**About this exercise**
Retype the records below word for word and omit any image.

___ Data extracts

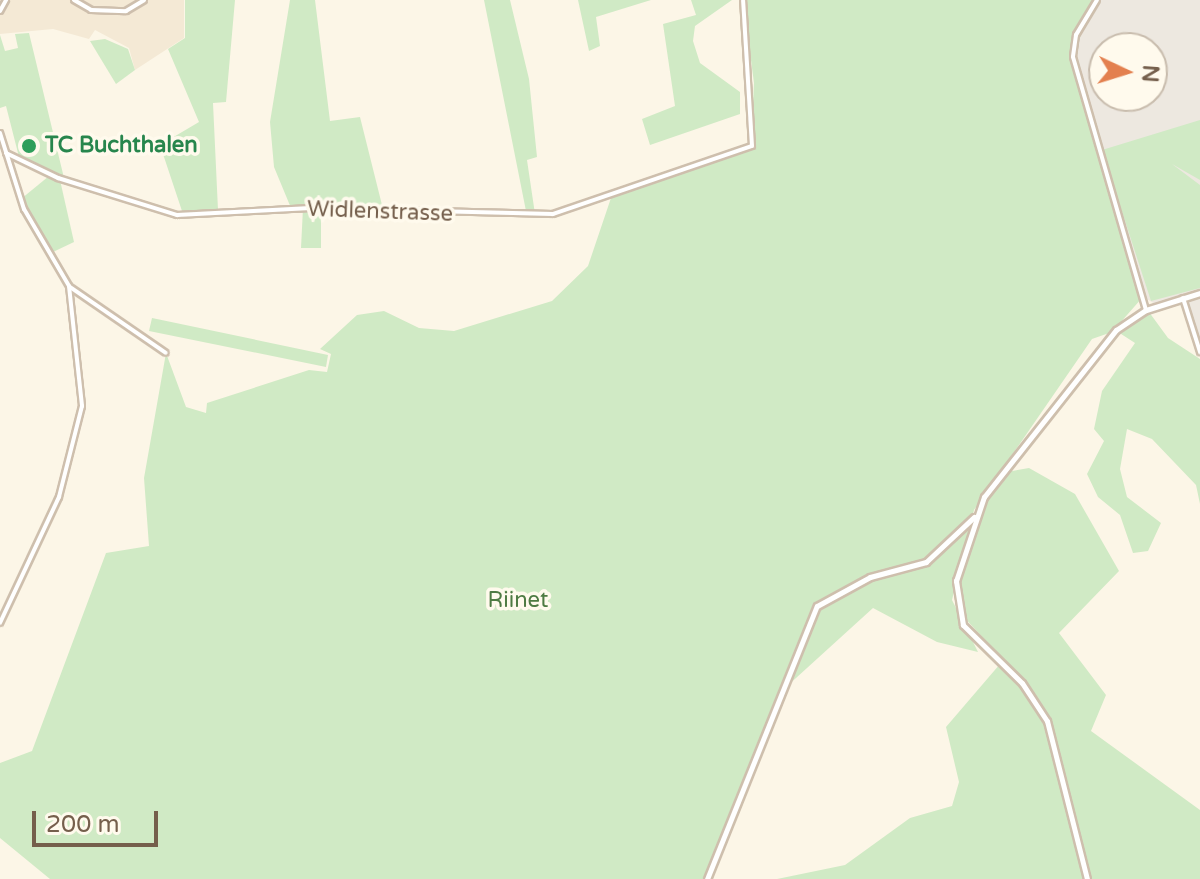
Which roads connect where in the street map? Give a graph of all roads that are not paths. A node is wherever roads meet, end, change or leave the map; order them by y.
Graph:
1 (6, 0) edge
2 (74, 0) edge
3 (144, 0) edge
4 (743, 0) edge
5 (1097, 0) edge
6 (0, 11) edge
7 (0, 133) edge
8 (6, 153) junction
9 (69, 286) junction
10 (1200, 293) edge
11 (1183, 298) junction
12 (1146, 310) junction
13 (1200, 352) edge
14 (166, 353) dead end
15 (971, 518) junction
16 (0, 623) edge
17 (707, 879) edge
18 (1087, 879) edge

1 - 6 street
2 - 3 street
4 - 8 street, Widlenstrasse
5 - 12 street
7 - 8 street
8 - 9 street
9 - 14 street
9 - 16 street
10 - 11 street
11 - 12 street
11 - 13 street
12 - 15 street
15 - 17 street
15 - 18 street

______

**Solution for this problem**
Which roads connect where in the street map? Give a graph of all roads that are not paths. A node is wherever roads meet, end, change or leave the map; order them by y.
Graph:
1 (6, 0) edge
2 (74, 0) edge
3 (144, 0) edge
4 (743, 0) edge
5 (1097, 0) edge
6 (0, 11) edge
7 (0, 133) edge
8 (6, 153) junction
9 (69, 286) junction
10 (1200, 293) edge
11 (1183, 298) junction
12 (1146, 310) junction
13 (1200, 352) edge
14 (166, 353) dead end
15 (971, 518) junction
16 (0, 623) edge
17 (707, 879) edge
18 (1087, 879) edge

1 - 6 street
2 - 3 street
4 - 8 street, Widlenstrasse
5 - 12 street
7 - 8 street
8 - 9 street
9 - 14 street
9 - 16 street
10 - 11 street
11 - 12 street
11 - 13 street
12 - 15 street
15 - 17 street
15 - 18 street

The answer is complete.